What's needed is an exact retyping of the lines from the start of the listing up to and including the line with "Digitize the connectivity", minus any pictures.

- [DATA TO USE]:
################
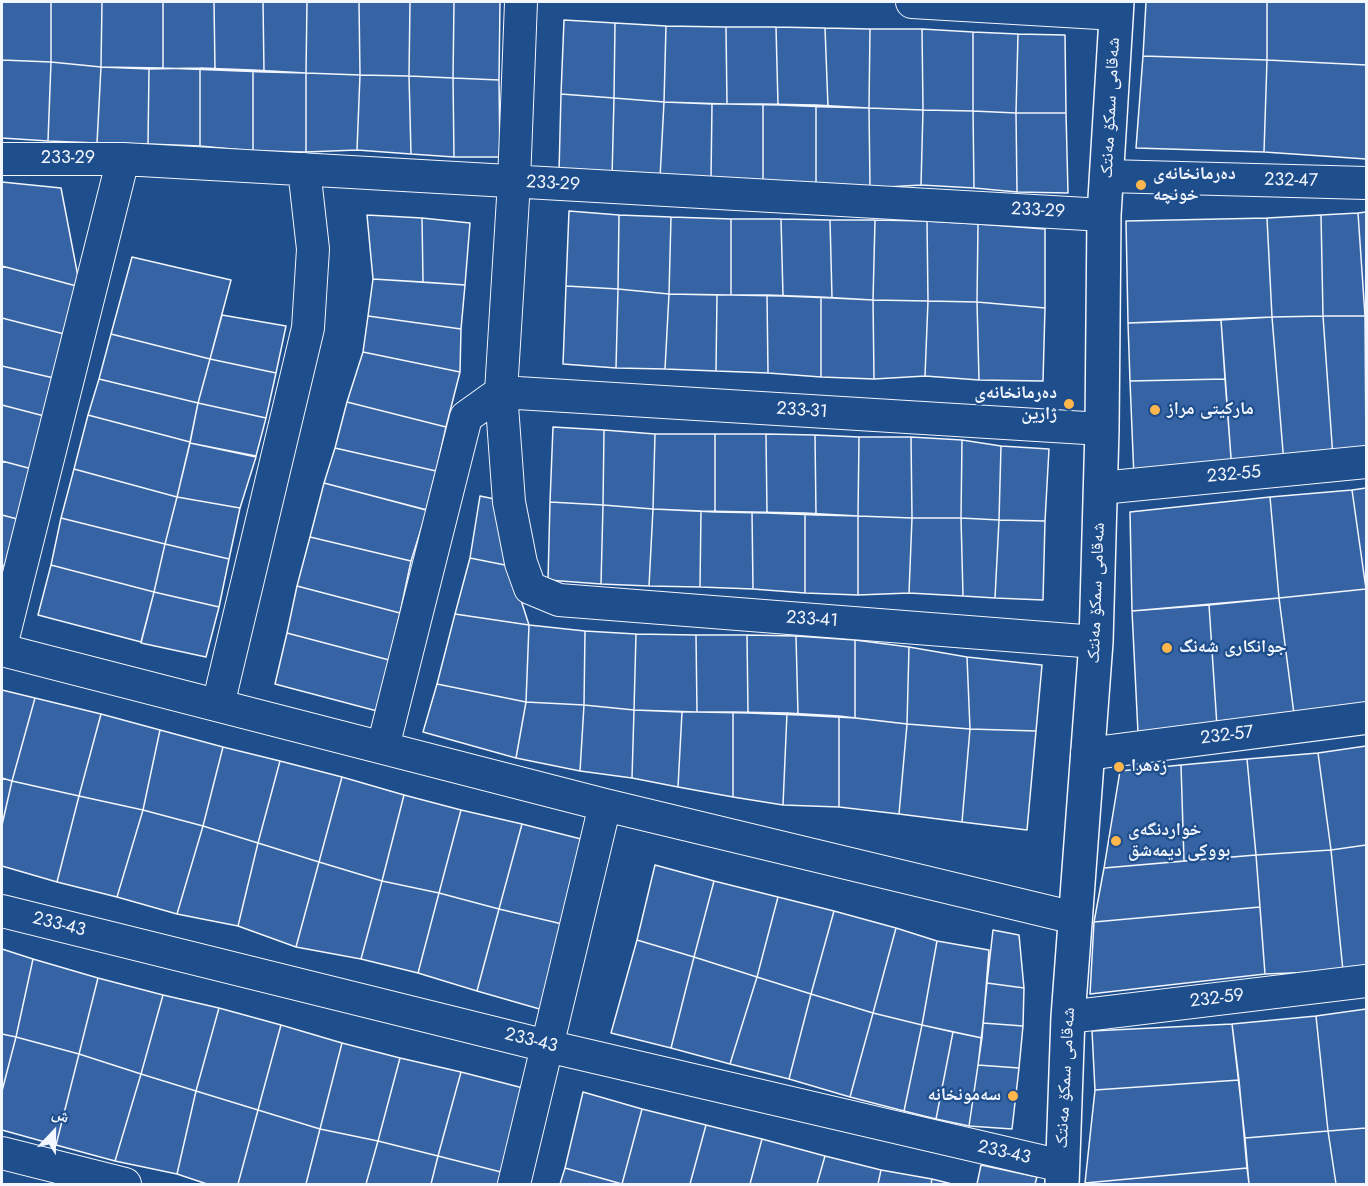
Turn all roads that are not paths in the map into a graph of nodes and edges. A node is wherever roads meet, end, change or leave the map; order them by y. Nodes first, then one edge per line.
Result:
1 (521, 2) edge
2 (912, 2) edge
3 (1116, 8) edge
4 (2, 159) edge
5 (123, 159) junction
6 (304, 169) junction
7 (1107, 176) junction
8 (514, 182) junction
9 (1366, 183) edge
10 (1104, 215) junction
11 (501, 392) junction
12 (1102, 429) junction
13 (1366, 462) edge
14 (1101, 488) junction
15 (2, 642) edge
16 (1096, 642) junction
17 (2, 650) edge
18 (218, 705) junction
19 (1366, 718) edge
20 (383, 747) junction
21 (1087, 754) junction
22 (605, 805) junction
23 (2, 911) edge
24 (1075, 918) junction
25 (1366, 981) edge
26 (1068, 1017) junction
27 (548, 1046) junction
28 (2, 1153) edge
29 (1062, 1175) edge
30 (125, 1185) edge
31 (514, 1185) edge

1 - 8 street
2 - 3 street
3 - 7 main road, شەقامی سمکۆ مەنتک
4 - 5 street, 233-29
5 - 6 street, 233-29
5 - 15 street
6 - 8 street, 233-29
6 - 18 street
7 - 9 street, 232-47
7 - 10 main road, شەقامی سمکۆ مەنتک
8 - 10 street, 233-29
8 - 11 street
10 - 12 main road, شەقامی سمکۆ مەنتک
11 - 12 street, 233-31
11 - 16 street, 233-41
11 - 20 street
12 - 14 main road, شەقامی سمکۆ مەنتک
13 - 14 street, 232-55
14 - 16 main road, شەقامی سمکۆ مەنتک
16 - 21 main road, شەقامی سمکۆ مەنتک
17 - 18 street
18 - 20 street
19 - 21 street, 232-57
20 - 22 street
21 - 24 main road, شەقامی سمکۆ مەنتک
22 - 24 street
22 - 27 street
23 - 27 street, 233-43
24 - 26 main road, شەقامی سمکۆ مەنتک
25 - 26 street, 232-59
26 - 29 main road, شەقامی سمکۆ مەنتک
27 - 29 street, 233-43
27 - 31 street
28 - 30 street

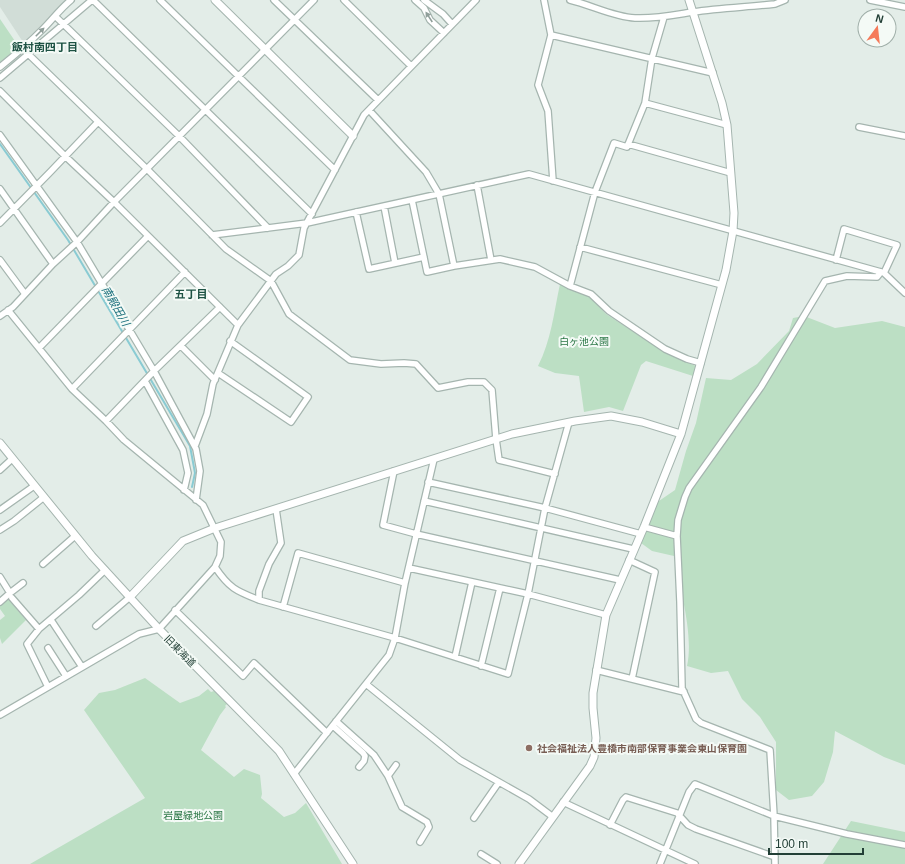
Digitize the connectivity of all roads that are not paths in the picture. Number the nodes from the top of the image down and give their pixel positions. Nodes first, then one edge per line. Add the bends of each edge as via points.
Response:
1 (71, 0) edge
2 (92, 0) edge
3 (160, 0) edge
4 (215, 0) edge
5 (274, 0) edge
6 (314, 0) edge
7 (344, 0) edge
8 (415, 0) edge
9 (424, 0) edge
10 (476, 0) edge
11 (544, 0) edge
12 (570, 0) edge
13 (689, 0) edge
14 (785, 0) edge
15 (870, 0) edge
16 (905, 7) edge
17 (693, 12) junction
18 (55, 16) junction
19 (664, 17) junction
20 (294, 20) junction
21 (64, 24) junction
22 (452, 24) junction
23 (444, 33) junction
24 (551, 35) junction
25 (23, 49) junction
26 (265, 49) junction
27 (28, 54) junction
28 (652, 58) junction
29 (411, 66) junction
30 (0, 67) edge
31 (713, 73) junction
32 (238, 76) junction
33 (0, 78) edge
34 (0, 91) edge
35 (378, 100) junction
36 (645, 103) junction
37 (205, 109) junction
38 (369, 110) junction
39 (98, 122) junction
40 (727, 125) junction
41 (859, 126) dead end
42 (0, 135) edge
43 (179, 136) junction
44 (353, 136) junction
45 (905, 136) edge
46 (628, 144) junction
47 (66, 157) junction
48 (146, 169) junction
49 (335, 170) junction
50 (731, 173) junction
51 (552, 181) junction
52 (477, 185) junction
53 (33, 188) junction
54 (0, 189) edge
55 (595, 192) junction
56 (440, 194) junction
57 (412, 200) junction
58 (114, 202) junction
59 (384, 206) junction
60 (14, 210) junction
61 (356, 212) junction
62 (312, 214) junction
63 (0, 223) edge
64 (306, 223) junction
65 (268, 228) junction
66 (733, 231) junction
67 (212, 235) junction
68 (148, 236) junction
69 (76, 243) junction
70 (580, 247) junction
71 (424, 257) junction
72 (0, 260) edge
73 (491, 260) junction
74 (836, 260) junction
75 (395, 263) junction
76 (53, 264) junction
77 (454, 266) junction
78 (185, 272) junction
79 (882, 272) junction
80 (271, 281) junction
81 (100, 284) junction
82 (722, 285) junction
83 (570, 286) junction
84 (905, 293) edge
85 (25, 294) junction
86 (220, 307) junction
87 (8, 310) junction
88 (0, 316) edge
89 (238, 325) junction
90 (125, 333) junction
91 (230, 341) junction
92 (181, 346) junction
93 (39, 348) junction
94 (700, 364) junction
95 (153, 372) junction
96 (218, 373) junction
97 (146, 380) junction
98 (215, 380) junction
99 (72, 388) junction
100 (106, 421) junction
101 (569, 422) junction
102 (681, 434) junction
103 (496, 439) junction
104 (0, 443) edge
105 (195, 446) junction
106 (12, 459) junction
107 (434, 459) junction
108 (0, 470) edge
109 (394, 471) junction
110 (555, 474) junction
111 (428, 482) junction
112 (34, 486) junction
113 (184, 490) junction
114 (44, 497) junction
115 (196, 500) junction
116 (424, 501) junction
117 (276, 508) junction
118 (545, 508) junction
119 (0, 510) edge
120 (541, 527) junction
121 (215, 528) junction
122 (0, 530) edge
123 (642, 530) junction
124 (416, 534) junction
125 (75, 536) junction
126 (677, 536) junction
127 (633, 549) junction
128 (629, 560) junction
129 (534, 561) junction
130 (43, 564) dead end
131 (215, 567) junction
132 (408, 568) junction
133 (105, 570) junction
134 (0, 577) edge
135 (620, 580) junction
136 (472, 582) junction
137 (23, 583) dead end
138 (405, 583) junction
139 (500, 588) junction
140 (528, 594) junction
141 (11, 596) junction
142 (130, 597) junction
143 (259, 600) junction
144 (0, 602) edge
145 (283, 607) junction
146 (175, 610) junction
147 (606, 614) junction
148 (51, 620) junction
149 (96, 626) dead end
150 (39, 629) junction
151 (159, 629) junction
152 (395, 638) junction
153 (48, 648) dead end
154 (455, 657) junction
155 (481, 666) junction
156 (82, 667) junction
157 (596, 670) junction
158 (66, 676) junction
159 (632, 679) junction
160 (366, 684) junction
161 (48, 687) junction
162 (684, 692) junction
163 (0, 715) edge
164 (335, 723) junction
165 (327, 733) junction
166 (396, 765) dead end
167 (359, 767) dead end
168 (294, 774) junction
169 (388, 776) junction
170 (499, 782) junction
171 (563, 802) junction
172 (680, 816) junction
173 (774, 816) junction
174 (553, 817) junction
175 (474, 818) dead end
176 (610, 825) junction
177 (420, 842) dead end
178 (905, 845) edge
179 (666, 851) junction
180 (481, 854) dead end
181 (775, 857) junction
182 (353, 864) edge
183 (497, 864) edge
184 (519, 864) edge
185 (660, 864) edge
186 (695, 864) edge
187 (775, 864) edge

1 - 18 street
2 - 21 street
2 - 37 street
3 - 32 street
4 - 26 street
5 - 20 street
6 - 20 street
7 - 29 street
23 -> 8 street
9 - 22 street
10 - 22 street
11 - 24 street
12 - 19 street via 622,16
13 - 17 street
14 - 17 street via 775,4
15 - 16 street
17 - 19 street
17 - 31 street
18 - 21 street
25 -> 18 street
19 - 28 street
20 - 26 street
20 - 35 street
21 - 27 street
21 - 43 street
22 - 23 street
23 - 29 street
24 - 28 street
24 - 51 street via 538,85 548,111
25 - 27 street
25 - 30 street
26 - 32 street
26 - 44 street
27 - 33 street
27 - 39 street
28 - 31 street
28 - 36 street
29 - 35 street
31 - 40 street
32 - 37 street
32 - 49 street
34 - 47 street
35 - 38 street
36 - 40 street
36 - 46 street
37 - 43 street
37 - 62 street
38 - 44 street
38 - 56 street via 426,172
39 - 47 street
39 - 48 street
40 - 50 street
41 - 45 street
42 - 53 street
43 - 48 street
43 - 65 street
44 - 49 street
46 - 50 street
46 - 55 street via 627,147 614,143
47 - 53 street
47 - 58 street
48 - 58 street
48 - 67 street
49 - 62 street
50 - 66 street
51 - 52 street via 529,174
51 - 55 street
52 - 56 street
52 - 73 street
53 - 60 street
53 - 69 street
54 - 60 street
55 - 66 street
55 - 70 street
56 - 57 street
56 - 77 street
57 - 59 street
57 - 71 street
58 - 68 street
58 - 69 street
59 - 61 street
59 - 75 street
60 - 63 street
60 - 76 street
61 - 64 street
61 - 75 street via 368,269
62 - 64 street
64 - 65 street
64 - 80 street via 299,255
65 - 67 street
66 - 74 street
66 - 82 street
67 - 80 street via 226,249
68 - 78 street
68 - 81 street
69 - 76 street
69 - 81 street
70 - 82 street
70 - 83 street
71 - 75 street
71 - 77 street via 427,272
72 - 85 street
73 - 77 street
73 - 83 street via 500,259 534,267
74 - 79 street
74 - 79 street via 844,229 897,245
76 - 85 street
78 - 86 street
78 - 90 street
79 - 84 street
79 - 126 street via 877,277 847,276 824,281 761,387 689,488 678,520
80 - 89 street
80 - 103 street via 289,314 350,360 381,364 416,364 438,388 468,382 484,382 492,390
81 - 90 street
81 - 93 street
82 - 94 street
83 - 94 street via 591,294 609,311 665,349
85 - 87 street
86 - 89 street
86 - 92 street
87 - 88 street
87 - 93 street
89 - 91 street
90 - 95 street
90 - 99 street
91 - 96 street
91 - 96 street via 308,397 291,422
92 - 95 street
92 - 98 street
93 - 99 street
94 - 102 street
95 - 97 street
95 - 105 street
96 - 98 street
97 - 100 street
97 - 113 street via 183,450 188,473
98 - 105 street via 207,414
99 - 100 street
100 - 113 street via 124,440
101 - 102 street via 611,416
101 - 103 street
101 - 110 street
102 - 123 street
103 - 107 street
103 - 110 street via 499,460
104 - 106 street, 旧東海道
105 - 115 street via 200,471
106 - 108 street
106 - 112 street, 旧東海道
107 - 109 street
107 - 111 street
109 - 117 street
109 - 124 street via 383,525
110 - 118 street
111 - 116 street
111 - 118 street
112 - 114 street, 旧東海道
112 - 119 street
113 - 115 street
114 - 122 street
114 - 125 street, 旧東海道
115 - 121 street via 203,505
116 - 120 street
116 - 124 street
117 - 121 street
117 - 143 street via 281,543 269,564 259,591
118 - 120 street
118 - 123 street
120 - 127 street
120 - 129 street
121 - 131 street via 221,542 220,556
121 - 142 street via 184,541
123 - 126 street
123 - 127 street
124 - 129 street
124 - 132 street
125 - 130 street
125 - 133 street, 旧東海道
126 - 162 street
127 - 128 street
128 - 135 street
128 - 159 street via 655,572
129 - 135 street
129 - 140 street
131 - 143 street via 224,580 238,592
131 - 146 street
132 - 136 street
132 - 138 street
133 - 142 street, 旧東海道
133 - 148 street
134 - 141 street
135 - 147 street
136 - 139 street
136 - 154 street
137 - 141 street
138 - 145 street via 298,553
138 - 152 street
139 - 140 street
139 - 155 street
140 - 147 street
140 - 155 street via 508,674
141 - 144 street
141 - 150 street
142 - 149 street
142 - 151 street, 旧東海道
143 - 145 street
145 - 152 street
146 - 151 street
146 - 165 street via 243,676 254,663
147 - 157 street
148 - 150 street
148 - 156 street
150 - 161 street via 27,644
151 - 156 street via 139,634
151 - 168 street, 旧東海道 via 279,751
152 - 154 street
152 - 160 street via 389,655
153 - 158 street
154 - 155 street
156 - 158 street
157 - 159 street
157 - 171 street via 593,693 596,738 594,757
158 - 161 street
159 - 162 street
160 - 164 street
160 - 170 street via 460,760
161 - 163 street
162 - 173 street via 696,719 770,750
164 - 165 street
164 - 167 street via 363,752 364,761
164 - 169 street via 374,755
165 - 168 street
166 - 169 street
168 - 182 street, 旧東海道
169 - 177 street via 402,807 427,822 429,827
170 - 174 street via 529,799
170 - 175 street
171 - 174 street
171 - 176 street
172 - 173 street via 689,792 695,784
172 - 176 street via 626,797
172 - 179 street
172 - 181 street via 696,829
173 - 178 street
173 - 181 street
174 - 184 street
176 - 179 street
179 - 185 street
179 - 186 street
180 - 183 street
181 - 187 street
################
- [WRITTEN RESPONSE]:
Turn all roads that are not paths in the map into a graph of nodes and edges. A node is wherever roads meet, end, change or leave the map; order them by y. Nodes first, then one edge per line.
Result:
1 (521, 2) edge
2 (912, 2) edge
3 (1116, 8) edge
4 (2, 159) edge
5 (123, 159) junction
6 (304, 169) junction
7 (1107, 176) junction
8 (514, 182) junction
9 (1366, 183) edge
10 (1104, 215) junction
11 (501, 392) junction
12 (1102, 429) junction
13 (1366, 462) edge
14 (1101, 488) junction
15 (2, 642) edge
16 (1096, 642) junction
17 (2, 650) edge
18 (218, 705) junction
19 (1366, 718) edge
20 (383, 747) junction
21 (1087, 754) junction
22 (605, 805) junction
23 (2, 911) edge
24 (1075, 918) junction
25 (1366, 981) edge
26 (1068, 1017) junction
27 (548, 1046) junction
28 (2, 1153) edge
29 (1062, 1175) edge
30 (125, 1185) edge
31 (514, 1185) edge

1 - 8 street
2 - 3 street
3 - 7 main road, شەقامی سمکۆ مەنتک
4 - 5 street, 233-29
5 - 6 street, 233-29
5 - 15 street
6 - 8 street, 233-29
6 - 18 street
7 - 9 street, 232-47
7 - 10 main road, شەقامی سمکۆ مەنتک
8 - 10 street, 233-29
8 - 11 street
10 - 12 main road, شەقامی سمکۆ مەنتک
11 - 12 street, 233-31
11 - 16 street, 233-41
11 - 20 street
12 - 14 main road, شەقامی سمکۆ مەنتک
13 - 14 street, 232-55
14 - 16 main road, شەقامی سمکۆ مەنتک
16 - 21 main road, شەقامی سمکۆ مەنتک
17 - 18 street
18 - 20 street
19 - 21 street, 232-57
20 - 22 street
21 - 24 main road, شەقامی سمکۆ مەنتک
22 - 24 street
22 - 27 street
23 - 27 street, 233-43
24 - 26 main road, شەقامی سمکۆ مەنتک
25 - 26 street, 232-59
26 - 29 main road, شەقامی سمکۆ مەنتک
27 - 29 street, 233-43
27 - 31 street
28 - 30 street

Digitize the connectivity of all roads that are not paths in the picture. Number the nodes from the top of the image down and give their pixel positions. Nodes first, then one edge per line. Add the bends of each edge as via points.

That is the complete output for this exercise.